Nous sommes tous dans le même canoë», a déclaré le Premier ministre des îles Fidji, Frank Bainimarama, la semaine dernière à l’ouverture de la COP23, à Bonn. Nous aimerions lui dire qu’il a raison, que nous faisons tous partie d’une seule et même humanité et que si ses îles natales du Pacifique Sud sont submergées par la montée des eaux, alors nous sommes tous submergés.

Malheureusement, ce n’est pas vrai. Le monde, le Luxembourg compris, n’a que faire des îles Fidji et de leurs habitants. Oh, bien sûr, nous ne sommes pas avares de bons sentiments et de bonnes intentions, nous allons même nous enorgueillir de pratiquer le tri sélectif et de nous servir de sacs réutilisables en allant faire nos courses. Mais il faut bien l’admettre : c’est un peu court.

Nous avons la chance de vivre dans une zone du globe au climat tempéré et, à l’heure actuelle, le changement climatique ne signifie pour nous que quelques jours de trop grande chaleur en été et un manque de neige en hiver. Alors à quoi bon changer la philosophie d’un système économique dont nous sommes les premiers bénéficiaires?
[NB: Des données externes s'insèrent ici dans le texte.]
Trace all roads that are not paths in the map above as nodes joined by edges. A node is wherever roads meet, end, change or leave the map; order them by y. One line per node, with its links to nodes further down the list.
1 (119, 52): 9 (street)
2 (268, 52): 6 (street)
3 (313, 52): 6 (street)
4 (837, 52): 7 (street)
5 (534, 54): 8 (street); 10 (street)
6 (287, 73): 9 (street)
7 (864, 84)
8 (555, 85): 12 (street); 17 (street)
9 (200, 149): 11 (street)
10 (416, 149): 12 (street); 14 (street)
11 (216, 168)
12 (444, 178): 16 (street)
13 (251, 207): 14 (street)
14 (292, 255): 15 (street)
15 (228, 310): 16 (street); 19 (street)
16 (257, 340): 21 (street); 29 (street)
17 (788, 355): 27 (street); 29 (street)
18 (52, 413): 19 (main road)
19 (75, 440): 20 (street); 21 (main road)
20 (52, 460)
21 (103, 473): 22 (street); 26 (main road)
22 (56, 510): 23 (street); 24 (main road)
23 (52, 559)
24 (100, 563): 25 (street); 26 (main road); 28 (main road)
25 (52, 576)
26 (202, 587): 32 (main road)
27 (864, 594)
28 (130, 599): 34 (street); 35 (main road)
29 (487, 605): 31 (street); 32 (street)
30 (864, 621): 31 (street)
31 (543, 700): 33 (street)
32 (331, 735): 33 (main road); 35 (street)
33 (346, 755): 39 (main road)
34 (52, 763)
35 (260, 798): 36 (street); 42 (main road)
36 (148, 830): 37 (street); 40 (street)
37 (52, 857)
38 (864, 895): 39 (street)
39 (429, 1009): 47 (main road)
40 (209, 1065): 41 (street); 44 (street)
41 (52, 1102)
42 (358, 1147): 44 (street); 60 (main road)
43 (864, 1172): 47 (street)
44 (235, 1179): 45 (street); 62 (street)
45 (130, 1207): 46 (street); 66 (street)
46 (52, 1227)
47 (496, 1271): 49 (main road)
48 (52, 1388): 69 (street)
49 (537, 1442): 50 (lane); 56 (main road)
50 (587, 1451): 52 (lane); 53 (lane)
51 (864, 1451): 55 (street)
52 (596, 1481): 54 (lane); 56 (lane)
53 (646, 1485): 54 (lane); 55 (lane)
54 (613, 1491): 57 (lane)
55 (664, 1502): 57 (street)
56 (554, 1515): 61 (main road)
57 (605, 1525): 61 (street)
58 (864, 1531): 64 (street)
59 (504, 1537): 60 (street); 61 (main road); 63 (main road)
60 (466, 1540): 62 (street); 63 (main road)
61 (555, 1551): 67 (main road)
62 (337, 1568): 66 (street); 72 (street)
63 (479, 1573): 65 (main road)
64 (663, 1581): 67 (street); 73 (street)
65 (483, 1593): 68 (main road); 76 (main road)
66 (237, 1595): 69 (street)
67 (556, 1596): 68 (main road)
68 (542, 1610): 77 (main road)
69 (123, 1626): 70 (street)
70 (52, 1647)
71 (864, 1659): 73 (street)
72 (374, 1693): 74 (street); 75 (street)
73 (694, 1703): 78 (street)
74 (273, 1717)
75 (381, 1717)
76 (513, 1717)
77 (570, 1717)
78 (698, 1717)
Nous ne nous remettrons en cause que lorsque la catastrophe se produira devant notre porte; d’ici là, nous nous contenterons d’aller de sommet climatique en sommet climatique, essayant de négocier de très maigres objectifs non contraignants. Mais ne culpabilisons pas trop, la nature humaine est ainsi faite que les Fidjiens réagiraient peut-être de la même façon à notre place.
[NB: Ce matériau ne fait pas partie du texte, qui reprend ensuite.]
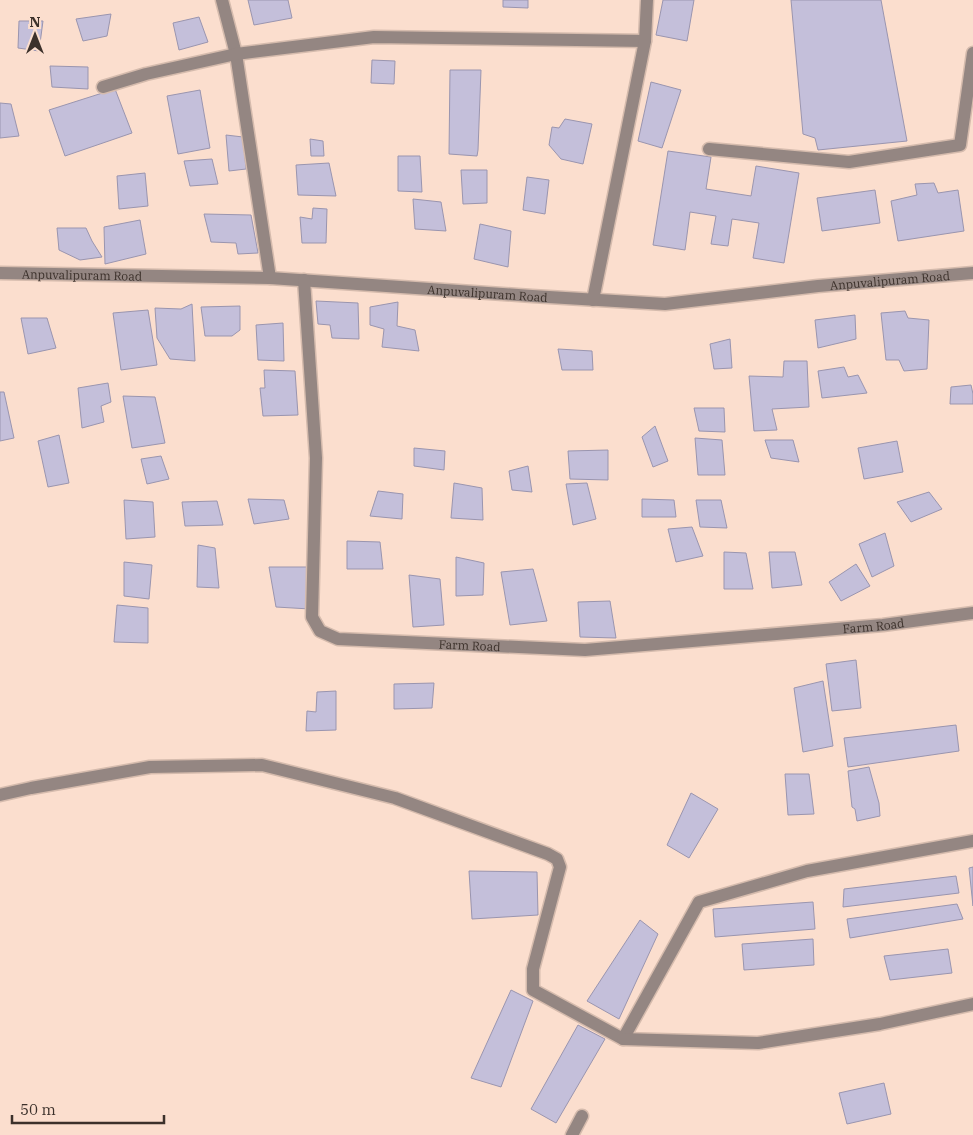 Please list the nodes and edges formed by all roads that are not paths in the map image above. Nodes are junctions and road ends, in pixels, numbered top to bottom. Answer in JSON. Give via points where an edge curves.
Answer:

D’habitude, ce sont les personnes que l’on qualifie de «populistes» qui tiennent des discours alarmistes, voire apocalyptiques. Mais sur la question climatique, le groupe des «populistes» est constitué par l’ensemble de la communauté scientifique.

Nous savons quelle direction nous prenons et elle n’augure vraiment rien de bon pour nos enfants et petits-enfants. Qu’allons-nous leur dire dans 50 ans? Qu’il nous fallait absolument cette croissance économique, que notre PIB devait forcément augmenter, qu’il fallait se féliciter que notre marché automobile dépasse chaque année le seuil des 50 000 nouvelles immatriculations?

Heureusement, le ridicule ne tue pas; le changement climatique, si.